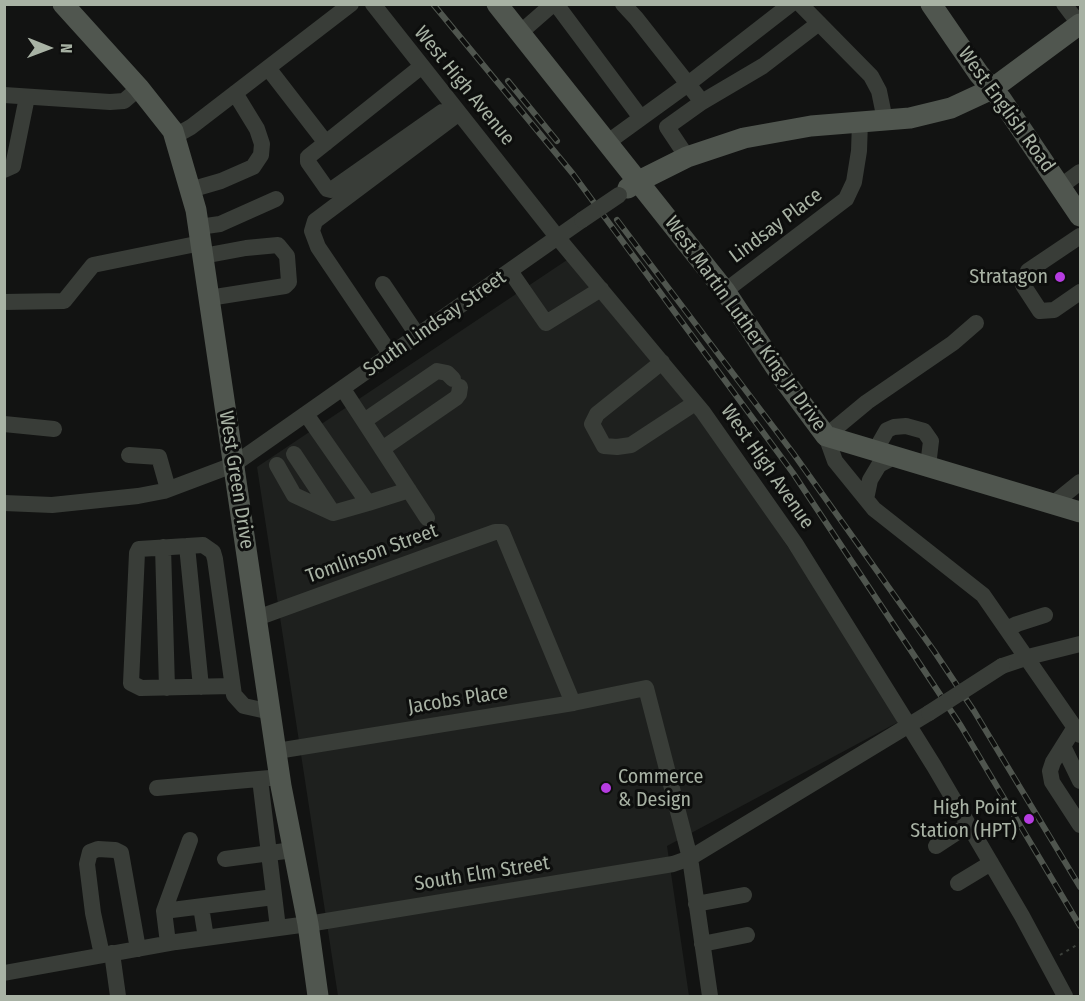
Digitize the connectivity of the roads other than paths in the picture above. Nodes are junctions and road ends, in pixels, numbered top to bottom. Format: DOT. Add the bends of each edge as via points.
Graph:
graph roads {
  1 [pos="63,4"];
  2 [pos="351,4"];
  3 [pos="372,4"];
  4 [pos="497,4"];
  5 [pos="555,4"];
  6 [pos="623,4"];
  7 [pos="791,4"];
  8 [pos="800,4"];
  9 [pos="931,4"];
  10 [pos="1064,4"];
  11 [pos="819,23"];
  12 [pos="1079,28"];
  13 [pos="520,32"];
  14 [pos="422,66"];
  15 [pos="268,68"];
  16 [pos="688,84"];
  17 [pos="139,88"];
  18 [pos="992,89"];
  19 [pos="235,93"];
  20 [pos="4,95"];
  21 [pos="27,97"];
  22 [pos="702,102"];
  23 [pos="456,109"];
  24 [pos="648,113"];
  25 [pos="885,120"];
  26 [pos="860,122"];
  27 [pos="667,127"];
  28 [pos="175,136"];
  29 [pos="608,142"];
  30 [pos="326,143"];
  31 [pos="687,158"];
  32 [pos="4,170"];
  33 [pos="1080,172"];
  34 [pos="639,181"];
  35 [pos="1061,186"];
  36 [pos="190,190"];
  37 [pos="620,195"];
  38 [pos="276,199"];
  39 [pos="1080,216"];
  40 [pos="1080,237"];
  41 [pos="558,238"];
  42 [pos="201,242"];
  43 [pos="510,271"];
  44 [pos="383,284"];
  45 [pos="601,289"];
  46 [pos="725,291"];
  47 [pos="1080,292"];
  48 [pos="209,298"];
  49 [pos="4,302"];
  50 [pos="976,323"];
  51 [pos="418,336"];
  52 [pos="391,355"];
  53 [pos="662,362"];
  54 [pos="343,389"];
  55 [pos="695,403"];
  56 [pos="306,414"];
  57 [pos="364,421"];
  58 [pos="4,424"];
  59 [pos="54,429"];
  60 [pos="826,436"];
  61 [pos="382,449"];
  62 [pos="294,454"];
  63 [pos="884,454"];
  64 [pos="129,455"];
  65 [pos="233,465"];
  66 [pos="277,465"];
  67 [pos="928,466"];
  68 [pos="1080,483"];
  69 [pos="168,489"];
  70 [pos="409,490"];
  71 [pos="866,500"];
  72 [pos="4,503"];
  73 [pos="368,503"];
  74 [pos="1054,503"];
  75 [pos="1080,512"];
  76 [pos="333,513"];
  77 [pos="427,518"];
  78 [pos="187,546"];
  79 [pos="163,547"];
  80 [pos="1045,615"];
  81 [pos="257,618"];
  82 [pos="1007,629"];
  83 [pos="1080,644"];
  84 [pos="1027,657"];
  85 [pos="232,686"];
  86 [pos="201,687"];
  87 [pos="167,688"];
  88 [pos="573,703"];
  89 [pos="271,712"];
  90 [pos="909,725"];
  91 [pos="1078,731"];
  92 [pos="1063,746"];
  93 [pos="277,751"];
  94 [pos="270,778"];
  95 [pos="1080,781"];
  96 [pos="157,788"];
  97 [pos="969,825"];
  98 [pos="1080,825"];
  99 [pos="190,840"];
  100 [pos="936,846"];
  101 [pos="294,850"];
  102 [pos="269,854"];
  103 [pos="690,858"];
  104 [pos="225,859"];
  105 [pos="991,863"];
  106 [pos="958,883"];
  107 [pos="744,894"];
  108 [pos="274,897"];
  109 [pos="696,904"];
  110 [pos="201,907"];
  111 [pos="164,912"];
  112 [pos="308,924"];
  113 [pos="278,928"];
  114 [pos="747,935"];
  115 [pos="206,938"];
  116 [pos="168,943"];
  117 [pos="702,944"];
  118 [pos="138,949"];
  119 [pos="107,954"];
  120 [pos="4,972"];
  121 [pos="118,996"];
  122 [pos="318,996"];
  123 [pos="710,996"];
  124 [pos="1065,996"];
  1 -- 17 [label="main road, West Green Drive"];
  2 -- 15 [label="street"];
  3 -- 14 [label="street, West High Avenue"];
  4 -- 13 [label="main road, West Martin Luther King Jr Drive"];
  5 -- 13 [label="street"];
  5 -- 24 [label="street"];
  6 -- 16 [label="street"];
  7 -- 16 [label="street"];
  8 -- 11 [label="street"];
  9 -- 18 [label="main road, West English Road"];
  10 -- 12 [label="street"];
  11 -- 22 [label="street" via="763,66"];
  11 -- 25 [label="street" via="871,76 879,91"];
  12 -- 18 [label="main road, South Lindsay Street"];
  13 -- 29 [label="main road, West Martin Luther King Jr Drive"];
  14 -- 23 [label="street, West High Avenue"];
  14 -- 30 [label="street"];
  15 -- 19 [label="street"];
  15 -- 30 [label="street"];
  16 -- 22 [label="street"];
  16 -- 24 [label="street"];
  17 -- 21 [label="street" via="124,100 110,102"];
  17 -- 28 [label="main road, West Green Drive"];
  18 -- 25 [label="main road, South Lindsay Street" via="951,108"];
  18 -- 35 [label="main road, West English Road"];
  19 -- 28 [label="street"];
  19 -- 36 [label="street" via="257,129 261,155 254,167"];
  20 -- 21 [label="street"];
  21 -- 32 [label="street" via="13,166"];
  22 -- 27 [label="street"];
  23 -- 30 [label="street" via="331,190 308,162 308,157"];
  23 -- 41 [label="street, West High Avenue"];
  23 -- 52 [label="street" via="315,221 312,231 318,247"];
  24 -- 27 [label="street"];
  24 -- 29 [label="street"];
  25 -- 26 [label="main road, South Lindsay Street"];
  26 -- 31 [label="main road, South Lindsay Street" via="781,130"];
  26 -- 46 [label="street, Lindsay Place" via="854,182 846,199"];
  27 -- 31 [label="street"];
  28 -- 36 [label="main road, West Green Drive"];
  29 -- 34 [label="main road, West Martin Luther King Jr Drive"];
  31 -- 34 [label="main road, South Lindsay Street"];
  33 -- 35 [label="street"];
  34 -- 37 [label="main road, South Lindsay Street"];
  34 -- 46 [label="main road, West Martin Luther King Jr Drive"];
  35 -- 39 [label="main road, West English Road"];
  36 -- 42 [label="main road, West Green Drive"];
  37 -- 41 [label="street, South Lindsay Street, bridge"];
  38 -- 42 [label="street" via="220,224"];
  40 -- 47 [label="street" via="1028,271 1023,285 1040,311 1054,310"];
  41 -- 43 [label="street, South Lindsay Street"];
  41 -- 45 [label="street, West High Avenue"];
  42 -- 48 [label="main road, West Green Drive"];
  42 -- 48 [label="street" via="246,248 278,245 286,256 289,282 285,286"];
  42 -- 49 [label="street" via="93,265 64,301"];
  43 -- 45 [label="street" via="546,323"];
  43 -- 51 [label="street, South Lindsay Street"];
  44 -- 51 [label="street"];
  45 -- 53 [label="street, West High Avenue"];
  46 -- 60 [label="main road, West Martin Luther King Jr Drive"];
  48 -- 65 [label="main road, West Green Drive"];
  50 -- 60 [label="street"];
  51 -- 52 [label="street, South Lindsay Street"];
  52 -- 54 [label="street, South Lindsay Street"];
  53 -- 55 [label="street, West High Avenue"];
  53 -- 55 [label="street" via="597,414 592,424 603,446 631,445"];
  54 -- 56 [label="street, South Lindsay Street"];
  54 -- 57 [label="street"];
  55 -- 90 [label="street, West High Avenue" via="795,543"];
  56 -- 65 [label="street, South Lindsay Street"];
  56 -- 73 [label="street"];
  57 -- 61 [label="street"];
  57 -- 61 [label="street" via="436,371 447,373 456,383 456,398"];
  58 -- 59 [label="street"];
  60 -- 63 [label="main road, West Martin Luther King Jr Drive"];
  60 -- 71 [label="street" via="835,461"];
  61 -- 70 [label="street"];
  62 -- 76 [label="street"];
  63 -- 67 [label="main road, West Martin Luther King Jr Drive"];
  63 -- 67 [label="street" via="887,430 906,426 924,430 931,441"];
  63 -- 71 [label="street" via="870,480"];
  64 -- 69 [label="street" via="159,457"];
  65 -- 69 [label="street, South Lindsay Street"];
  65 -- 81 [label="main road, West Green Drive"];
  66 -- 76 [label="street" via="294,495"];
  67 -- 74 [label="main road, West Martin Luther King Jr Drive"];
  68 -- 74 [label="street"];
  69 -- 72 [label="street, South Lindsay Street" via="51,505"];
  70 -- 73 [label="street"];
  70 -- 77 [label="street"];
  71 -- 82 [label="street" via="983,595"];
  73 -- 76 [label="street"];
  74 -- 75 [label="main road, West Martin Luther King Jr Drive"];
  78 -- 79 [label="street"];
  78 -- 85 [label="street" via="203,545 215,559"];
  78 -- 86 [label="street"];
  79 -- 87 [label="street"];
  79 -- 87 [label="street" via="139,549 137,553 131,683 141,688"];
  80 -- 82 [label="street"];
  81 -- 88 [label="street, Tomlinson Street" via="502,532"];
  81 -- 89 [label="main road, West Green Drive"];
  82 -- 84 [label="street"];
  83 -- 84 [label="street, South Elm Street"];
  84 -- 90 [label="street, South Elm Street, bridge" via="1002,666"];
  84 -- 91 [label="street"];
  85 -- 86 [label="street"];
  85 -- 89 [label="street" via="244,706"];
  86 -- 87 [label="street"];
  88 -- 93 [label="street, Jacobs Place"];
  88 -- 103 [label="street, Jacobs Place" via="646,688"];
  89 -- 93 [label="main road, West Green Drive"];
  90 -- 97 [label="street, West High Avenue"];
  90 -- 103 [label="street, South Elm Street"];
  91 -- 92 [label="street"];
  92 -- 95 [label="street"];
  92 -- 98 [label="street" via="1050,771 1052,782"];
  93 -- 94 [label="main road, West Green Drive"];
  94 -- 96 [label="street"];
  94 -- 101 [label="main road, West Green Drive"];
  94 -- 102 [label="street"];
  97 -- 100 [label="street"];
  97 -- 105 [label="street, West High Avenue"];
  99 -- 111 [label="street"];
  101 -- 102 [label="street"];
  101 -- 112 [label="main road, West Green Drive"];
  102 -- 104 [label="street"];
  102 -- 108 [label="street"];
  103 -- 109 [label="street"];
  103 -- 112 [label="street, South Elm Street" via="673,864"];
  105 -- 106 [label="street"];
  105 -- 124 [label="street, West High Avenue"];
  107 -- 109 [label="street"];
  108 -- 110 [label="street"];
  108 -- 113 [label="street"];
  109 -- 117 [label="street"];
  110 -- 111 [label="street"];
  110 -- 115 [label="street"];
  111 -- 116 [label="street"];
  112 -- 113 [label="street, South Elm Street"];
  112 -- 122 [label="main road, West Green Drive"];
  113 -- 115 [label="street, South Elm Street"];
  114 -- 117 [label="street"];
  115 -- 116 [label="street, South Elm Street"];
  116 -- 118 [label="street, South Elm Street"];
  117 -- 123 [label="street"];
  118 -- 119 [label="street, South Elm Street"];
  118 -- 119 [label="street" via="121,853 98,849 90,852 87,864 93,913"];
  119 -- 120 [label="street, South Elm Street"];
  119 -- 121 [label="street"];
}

=====

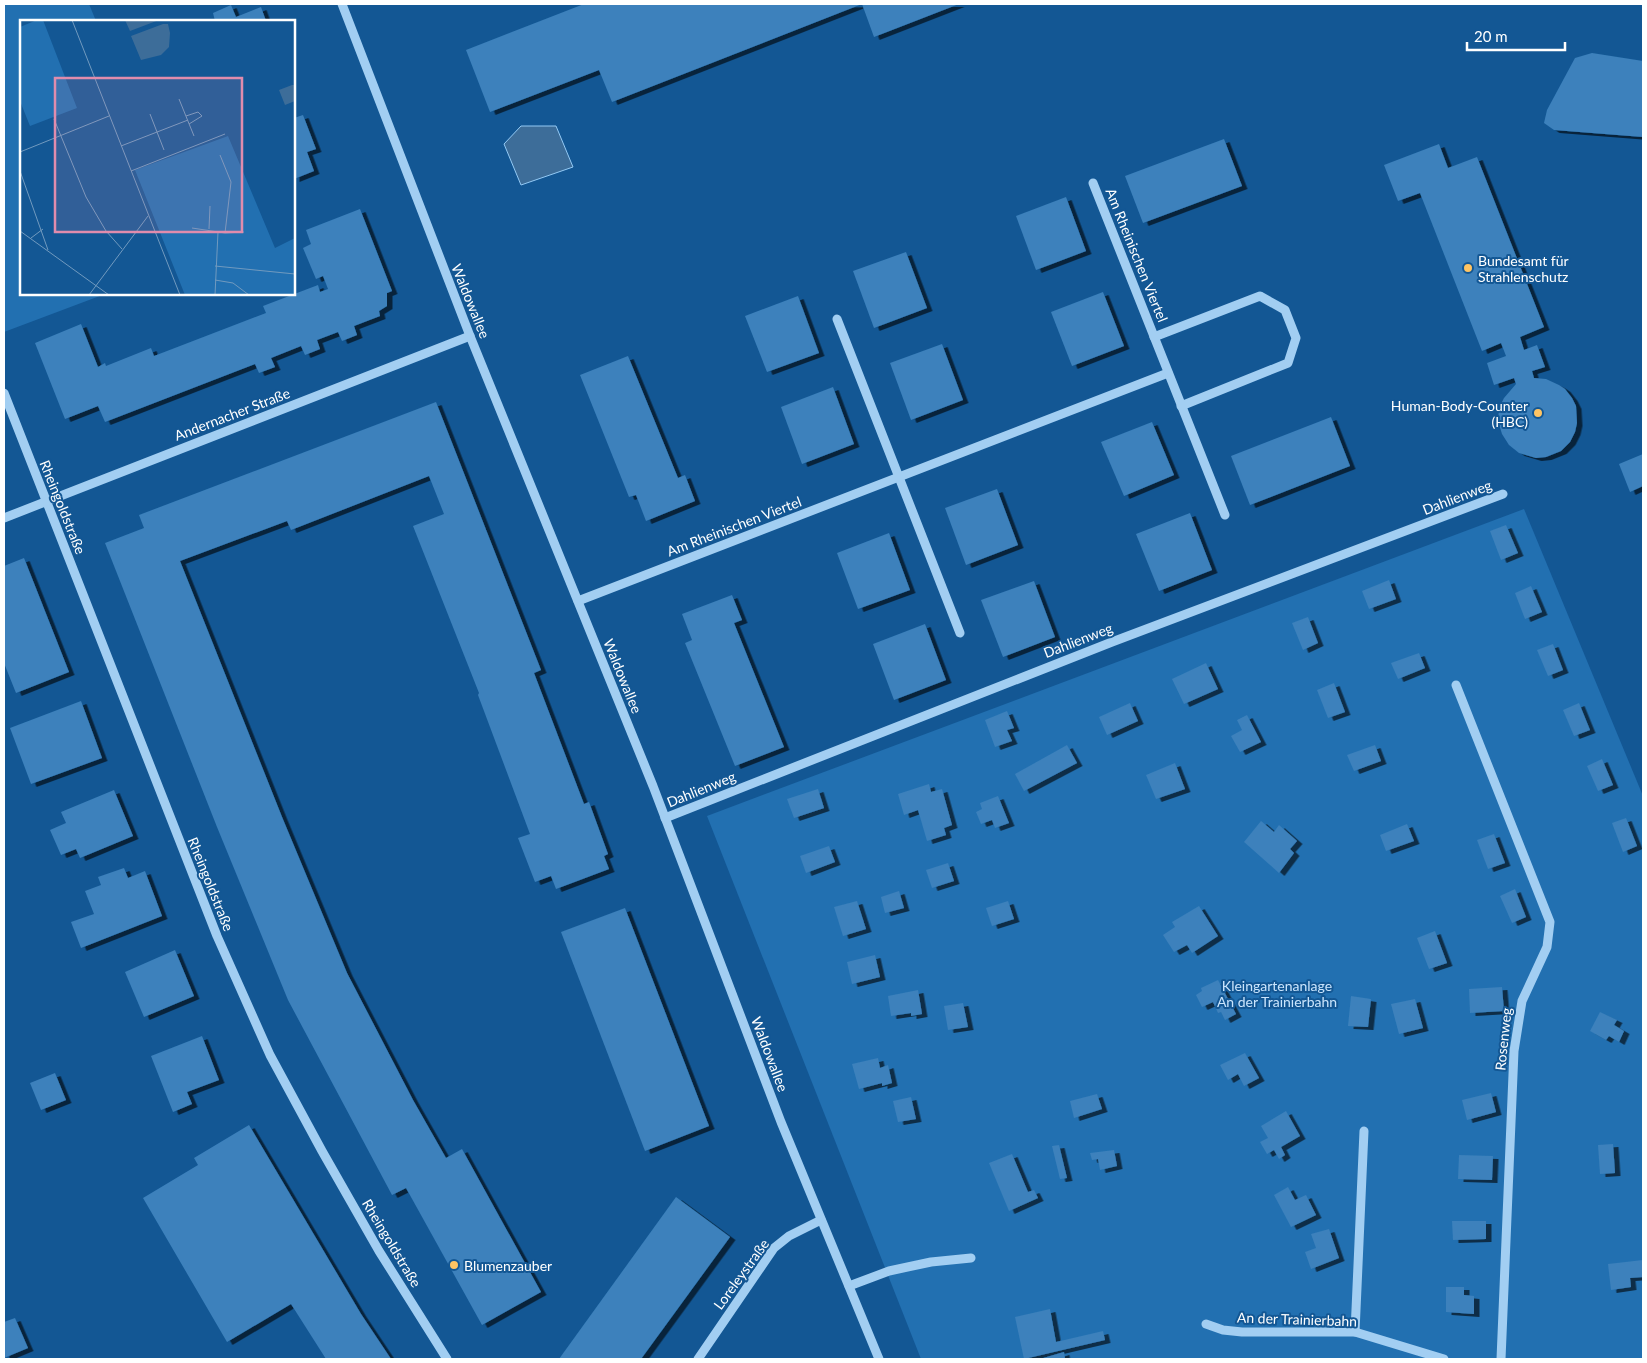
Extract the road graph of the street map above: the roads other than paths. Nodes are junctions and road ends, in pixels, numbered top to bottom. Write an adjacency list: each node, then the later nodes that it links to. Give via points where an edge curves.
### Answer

=====

Whenever the word "junctions" appears in a line of the listing, report that line.

» Answer area
Digitize the connectivity of the roads other than paths in the picture above. Nodes are junctions and road ends, in pixels, numbered top to bottom. Format: DOT. Add the bends of each edge as via points.
Extract the road graph of the street map above: the roads other than paths. Nodes are junctions and road ends, in pixels, numbered top to bottom. Write an adjacency list: each node, then the later nodes that it links to. Give via points where an edge curves.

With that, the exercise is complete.